A PhD in Computer Science, Machine Learning, Statistics, or a closely related field is typically required for Data Mining faculty positions. Strong research output with publications in leading venues like ACM KDD, ICDM, or SIAM Data Mining is essential, along with teaching experience and programming proficiency in Python, R, Java, and big data tools like Spark. Postdoctoral experience strengthens applications. For insights into professors' teaching styles, check RateMyProfessor reviews to see what skills top faculty emphasize.

🛤️What is the career pathway in Data Mining?

The pathway to a Data Mining faculty job starts with a bachelor's in Computer Science or Math, followed by a master's in Data Science or ML. Pursue a PhD with a thesis on topics like anomaly detection or text mining. Gain postdoc experience, publish extensively, then apply for assistant professor roles. Progression: assistant to associate to full professor with tenure. Network via conferences and contribute to journals. Explore higher ed jobs on our site for openings.

💰What salaries can I expect in Data Mining?
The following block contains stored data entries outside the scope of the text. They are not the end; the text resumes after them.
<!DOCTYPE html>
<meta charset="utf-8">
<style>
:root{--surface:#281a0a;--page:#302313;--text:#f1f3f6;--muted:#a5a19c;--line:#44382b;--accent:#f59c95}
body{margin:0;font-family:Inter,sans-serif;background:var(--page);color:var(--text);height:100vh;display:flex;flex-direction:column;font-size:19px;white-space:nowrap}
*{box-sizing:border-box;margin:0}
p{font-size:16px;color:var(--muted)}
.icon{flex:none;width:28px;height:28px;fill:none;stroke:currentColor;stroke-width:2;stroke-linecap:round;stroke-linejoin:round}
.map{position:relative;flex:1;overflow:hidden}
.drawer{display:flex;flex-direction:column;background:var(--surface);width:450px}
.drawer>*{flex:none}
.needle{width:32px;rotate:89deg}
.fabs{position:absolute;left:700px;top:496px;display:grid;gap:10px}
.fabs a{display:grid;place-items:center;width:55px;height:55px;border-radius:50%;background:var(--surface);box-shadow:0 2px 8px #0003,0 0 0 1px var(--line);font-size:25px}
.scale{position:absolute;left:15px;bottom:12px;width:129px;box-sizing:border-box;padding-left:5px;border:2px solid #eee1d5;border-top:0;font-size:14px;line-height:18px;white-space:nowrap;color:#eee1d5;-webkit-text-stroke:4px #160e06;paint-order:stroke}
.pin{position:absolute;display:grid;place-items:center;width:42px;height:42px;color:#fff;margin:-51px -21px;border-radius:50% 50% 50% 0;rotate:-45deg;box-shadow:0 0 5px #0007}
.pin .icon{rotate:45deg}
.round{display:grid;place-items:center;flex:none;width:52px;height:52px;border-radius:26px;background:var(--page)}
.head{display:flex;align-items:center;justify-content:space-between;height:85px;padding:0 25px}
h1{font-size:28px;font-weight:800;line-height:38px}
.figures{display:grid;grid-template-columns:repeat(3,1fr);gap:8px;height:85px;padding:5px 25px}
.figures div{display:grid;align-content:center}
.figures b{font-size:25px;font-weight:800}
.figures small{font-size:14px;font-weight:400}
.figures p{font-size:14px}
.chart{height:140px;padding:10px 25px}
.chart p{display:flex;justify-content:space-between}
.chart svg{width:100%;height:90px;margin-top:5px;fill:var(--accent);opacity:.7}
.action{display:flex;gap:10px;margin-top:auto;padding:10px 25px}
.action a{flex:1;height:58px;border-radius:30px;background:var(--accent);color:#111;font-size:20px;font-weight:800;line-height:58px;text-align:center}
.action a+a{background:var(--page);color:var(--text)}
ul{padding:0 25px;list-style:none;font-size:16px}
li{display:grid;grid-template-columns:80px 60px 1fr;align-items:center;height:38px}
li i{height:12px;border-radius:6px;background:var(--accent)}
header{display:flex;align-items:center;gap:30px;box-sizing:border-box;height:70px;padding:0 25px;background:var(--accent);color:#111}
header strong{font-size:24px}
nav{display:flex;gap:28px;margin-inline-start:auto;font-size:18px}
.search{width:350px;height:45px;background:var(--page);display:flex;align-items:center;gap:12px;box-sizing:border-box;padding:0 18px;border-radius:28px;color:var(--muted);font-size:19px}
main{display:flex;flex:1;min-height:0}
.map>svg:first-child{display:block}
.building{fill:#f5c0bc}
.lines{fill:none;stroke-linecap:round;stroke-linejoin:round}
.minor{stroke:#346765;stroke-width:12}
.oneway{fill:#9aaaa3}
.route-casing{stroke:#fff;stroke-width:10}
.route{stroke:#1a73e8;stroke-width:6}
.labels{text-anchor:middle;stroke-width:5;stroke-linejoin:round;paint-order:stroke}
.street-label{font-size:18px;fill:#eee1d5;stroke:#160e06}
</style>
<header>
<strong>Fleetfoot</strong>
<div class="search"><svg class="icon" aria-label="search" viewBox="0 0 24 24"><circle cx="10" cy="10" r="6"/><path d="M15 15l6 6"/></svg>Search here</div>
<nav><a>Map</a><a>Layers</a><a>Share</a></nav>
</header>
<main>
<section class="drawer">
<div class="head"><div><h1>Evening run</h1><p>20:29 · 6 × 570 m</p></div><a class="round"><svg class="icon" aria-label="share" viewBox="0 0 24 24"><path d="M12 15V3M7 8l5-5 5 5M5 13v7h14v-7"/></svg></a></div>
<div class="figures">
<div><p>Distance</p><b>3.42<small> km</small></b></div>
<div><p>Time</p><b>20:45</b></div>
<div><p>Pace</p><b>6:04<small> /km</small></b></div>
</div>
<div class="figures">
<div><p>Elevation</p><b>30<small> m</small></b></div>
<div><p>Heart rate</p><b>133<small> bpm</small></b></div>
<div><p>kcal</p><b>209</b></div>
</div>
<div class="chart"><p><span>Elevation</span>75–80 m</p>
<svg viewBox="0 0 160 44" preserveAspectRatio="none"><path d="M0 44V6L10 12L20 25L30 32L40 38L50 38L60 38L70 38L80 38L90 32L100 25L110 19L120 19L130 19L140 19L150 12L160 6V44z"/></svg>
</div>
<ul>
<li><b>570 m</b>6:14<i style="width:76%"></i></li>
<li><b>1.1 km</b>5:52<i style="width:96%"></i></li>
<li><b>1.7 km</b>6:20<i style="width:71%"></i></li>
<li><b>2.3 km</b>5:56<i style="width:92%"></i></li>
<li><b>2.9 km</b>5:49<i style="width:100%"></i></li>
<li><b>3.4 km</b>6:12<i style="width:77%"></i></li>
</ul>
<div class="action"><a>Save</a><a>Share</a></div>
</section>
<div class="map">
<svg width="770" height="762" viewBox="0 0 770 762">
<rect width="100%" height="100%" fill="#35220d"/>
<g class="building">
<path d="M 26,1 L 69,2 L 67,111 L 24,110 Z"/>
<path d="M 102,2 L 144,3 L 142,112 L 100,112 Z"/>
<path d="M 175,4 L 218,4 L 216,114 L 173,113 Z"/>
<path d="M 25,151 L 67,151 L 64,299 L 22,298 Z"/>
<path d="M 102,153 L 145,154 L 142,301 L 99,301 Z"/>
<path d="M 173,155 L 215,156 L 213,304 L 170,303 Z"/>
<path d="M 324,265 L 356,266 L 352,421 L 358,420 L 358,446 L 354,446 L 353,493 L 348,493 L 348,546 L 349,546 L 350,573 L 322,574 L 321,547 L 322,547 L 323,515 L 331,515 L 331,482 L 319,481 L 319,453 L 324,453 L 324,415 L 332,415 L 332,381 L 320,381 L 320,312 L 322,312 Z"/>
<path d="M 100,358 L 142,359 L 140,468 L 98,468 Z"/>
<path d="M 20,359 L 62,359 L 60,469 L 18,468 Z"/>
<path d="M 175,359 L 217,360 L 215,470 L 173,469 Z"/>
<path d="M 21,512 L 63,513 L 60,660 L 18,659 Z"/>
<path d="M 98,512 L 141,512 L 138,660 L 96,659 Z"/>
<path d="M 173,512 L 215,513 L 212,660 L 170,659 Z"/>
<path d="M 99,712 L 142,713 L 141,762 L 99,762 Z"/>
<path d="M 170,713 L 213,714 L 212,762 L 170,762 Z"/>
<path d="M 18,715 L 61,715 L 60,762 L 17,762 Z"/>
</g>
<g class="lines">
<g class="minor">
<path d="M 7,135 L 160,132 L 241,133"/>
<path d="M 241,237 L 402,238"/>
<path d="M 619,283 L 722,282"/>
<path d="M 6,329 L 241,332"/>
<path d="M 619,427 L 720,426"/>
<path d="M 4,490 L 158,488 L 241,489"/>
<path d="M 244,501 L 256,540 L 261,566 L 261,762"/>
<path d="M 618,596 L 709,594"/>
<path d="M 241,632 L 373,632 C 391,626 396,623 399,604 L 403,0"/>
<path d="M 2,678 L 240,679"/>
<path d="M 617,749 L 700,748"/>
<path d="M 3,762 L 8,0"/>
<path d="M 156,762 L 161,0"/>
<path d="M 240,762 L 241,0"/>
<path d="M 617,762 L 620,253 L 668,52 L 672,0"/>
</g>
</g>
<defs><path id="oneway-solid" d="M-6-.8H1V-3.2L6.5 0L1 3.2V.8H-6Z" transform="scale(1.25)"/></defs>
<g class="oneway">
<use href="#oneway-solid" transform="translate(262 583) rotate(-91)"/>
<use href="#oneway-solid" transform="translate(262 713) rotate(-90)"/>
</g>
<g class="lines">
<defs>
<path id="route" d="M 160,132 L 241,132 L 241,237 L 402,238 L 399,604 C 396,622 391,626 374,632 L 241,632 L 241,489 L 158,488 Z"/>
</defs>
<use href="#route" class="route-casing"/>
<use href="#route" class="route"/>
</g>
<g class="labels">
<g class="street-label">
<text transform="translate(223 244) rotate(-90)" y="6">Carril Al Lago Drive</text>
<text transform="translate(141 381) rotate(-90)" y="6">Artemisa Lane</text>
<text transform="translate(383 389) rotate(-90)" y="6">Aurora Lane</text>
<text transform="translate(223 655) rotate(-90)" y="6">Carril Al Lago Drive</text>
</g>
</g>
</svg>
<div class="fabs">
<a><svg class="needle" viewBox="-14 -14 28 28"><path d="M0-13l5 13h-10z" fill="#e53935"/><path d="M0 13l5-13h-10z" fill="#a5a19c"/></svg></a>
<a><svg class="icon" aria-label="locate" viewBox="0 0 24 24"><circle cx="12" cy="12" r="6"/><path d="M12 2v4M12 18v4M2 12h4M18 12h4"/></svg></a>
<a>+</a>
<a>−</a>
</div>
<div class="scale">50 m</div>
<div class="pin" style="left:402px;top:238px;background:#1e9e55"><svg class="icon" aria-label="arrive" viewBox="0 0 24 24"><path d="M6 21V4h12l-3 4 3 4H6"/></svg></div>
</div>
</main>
Data Mining faculty salaries vary by institution and location. Assistant professors earn $120,000-$160,000 annually, associate professors $150,000-$200,000, and full professors $180,000-$250,000+. Top research universities like Stanford offer higher due to grants. Tech-hub locations boost pay with consulting opportunities. Data from sources like AAUP shows CS fields averaging 10-15% above general academia. Factors include experience and funding success.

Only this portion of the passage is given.